If you’ve noticed your team is functioning unevenly and its esprit de corps isn’t what you’d hoped, it’s time for you to ask yourself whether your people are deployed optimally.

Employees’ skills and interests can evolve over time, as can the goals of your group, so misalignment can happen without your noticing it. That person who was hired to do analysis but has blossomed into a first-rate motivator and loves working with groups: Is he still stuck in front of a computer doing analysis? Is the employee who was recruited as a trainer feeling frustrated because she has no opportunity to take advantage of her extraordinary talent for writing?

I’ve found that there’s a powerful way to answer questions like these: Create a task map.

A task map is a visual tool that allows you to see where skills are lacking or duplicated on a team. It can help you assign tasks that will take advantage of each person’s abilities and interests. I’ve seen task maps lead to a boost in productivity and employee satisfaction through what seemed like minor shifts in responsibilities. I’ve also seen them lead to major transformations after leaders discovered they didn’t have the right people for the work at hand.

Helen, the head of Human Resources for an organization with more than 20,000 employees, realized that members of her leadership team had been performing inconsistently: They excelled in some aspects of their jobs while coming up short in others. Customer complaints were on the rise, and she noticed collaboration fading and competition mounting.

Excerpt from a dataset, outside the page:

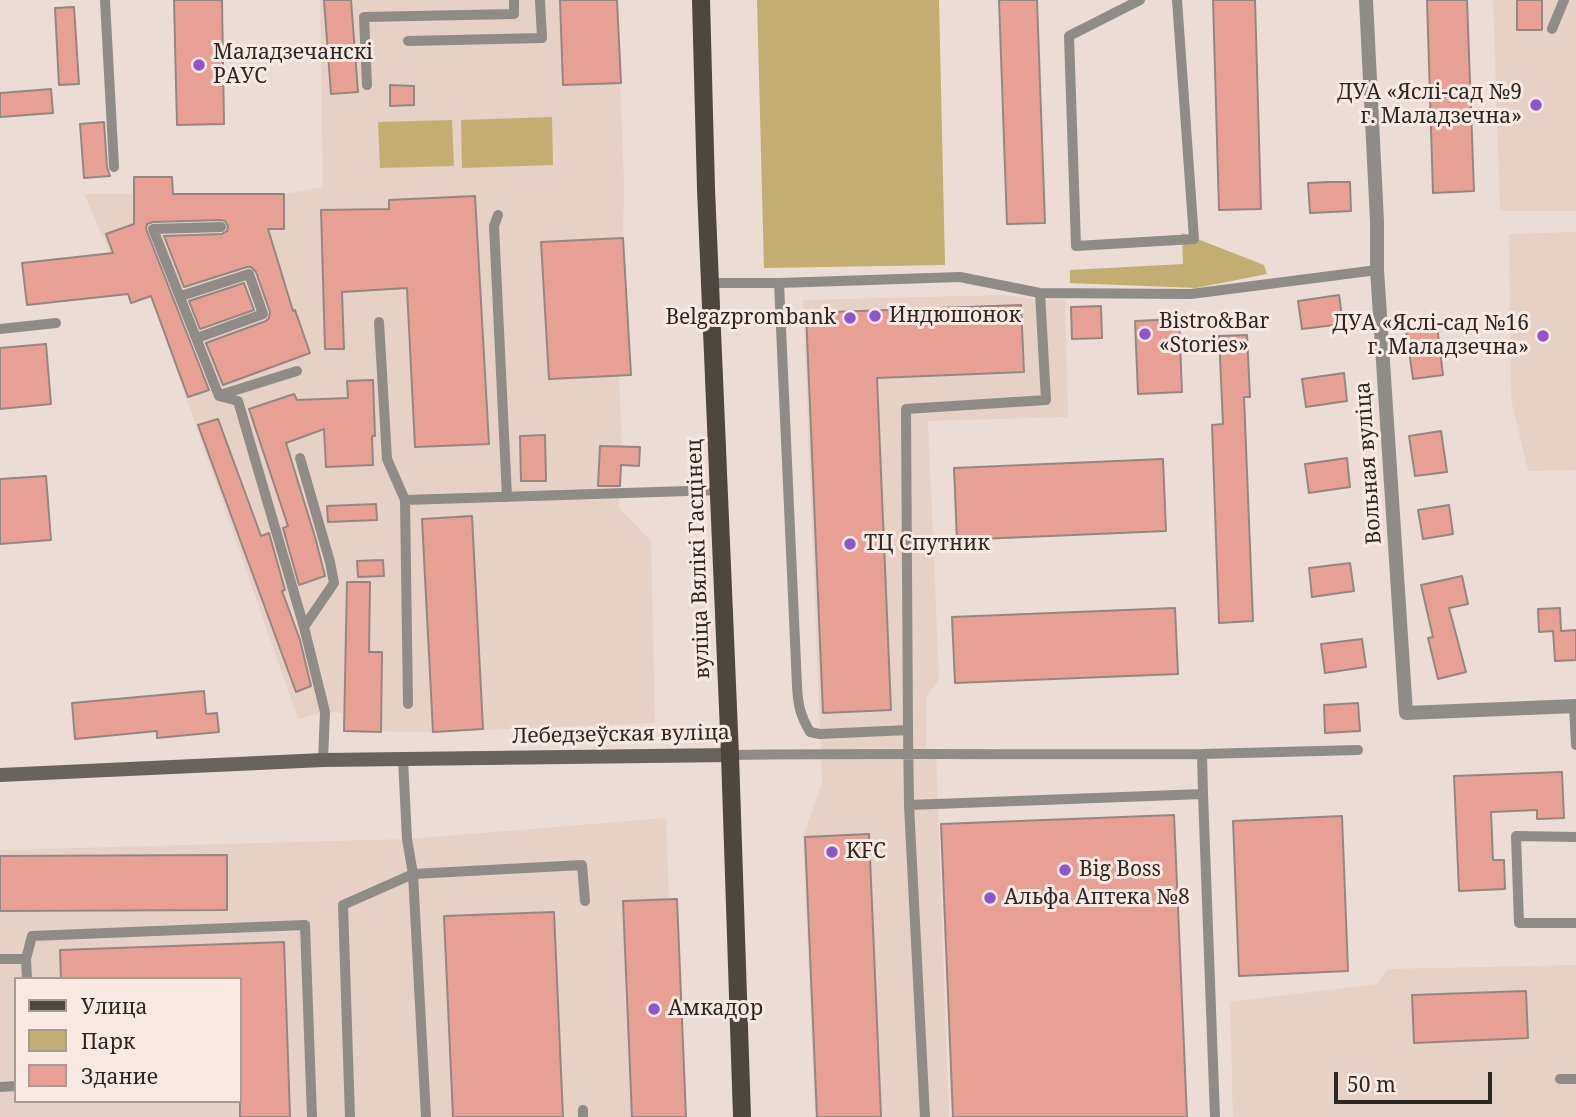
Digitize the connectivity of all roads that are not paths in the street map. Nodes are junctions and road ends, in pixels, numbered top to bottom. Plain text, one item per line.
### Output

The first thing she did was assess leadership team members’ skills by looking at their past accomplishments and the results of 360-degree assessments. Next, she listed their primary, secondary, and tertiary abilities on a whiteboard. This allowed her to see redundancies and gaps that had arisen over time. For example, four directors were strong in analysis but only one had well-developed project-management skills. And although the group was responsible for educating thousands of employees each year, there were only two people with a talent for training and teaching.